I join her, leaning on the granite counter beside her as she busies herself by scrubbing at dishes. Her hair is blocking the side profile of her face, the side of her glasses the only thing I can really see.

"You're going to scrub the pattern off the plate." I laugh half heartedly as I soon realize the slump to her shoulders, but the tense way her hands move.

She lets the plate rest back into the sink, releasing a sigh as she grabs the next one. I gather her thick, waved and slightly frizzed hair in my hand to push it over her shoulder, her blotched cheeks explaining the way she is acting. When her eyes slip closed and her hands go limp in the sink full of water, my eyes flick away from her and my jaw tightens as I see a tear slip down her cheek. Never have I seen her cry, and now, I realize I never want to.

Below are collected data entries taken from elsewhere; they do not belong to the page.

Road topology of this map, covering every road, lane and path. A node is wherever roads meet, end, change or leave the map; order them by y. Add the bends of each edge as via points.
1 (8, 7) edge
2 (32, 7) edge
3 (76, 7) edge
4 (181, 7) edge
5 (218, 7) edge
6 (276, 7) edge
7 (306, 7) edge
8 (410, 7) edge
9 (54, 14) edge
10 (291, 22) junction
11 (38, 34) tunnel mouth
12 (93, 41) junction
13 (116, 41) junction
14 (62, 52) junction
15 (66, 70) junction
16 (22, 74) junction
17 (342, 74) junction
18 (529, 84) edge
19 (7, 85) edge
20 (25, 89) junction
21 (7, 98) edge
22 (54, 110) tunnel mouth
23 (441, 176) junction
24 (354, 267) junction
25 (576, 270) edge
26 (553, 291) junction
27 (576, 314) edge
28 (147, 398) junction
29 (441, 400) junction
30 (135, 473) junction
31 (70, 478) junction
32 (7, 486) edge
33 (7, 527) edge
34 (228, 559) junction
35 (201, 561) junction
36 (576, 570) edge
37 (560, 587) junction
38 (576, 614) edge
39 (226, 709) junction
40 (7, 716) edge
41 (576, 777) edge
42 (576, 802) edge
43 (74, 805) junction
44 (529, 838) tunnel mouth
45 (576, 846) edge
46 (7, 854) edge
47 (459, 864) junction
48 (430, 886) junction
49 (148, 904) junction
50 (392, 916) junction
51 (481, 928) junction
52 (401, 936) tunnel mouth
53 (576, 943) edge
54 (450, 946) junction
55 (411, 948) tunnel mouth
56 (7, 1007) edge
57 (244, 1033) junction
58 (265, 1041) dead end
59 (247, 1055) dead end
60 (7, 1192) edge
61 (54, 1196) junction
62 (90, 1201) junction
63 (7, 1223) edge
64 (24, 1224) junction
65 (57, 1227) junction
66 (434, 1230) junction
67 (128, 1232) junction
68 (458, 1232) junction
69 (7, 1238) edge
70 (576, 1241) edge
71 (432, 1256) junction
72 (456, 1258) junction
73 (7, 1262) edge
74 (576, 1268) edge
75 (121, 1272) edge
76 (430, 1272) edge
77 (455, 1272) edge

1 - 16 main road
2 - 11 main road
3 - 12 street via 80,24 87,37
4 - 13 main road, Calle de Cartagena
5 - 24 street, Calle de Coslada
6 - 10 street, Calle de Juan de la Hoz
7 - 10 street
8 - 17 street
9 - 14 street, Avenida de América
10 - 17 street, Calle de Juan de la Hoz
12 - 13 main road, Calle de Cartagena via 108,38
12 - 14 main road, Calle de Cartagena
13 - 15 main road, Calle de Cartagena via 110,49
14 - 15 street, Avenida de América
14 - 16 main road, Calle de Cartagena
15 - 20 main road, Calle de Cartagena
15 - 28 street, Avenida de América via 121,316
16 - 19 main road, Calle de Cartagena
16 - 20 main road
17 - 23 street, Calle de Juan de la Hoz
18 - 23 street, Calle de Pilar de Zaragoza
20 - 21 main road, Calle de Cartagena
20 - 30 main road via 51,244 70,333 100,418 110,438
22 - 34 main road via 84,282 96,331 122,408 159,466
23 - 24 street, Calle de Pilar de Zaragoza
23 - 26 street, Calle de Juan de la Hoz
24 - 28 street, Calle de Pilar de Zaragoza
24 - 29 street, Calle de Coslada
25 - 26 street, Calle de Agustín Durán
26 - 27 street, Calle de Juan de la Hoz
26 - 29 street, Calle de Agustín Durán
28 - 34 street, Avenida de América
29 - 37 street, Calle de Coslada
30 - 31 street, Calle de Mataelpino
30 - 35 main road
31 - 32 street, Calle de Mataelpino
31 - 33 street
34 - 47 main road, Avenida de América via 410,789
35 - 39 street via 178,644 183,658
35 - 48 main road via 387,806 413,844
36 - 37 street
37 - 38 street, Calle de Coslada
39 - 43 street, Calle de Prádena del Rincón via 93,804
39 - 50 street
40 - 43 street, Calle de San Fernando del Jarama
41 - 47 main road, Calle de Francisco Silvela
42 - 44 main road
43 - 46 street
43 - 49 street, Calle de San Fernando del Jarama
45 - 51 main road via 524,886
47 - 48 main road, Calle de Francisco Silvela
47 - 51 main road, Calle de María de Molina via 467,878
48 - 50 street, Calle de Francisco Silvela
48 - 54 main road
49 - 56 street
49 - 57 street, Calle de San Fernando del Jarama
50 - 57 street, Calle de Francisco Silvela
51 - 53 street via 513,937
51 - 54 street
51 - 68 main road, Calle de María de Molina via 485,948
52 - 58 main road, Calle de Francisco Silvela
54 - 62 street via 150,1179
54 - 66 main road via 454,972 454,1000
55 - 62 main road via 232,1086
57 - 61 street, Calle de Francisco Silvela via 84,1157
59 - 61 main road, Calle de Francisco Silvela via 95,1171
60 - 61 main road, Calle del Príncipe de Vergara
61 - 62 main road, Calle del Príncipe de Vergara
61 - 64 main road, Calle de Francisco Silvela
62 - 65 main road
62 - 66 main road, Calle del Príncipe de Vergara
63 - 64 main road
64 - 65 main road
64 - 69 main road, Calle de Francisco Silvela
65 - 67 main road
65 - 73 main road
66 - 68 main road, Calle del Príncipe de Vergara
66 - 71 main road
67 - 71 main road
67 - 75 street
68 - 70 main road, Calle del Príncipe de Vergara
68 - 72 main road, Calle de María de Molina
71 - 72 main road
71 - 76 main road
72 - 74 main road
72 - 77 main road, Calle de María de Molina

"I'm sorry, I just....." She trails off.

"I'll be fine." She finishes, sniffling her nose as she makes herself resume to washing dishes.

I decide that the right thing to do is take her into my arms, so I do, and even though her hands are wet and drip water, she clamps them around me.

"We're going to be fine, Joey." I tell her into her hair.

"But will we?" She surprises me by muttering back, her hands gathering fabric from my shirt into a tight fist, besides her words that say differently.

"As long as you like me enough to wait." I speak, and this earns a weak laugh from her.

****

The next morning, two days before I leave Washington all together, I wake up to an empty house, all alone surrounded by cardboard boxes which remind me once again I'm leaving for good. I haven't even packed my own things, but I'll put that off until the day of. A note on the kitchen counter tells me that my mother and Jess went to do some errands, probably errands that have to do with putting this house up for sale. I'm just glad she listened about not making a big deal about my birthday, happy there was no big family breakfast awaiting me this morning.

As I sit on my kitchen counter eating an apple, I crumble the note in my hand, tossing it into the trash can across from me. I'm thinking of maybe going to the pool when I hear a knock on my door, hopping off the counter with a half eaten apple in my hand. A smile plays on my lips as I think of the possibility of a messy haired girl being on the other side of the door I open now. But that hope is vanished when I see Daniel on the opposite side, smiling broadly as he leans against the post of my withering patio.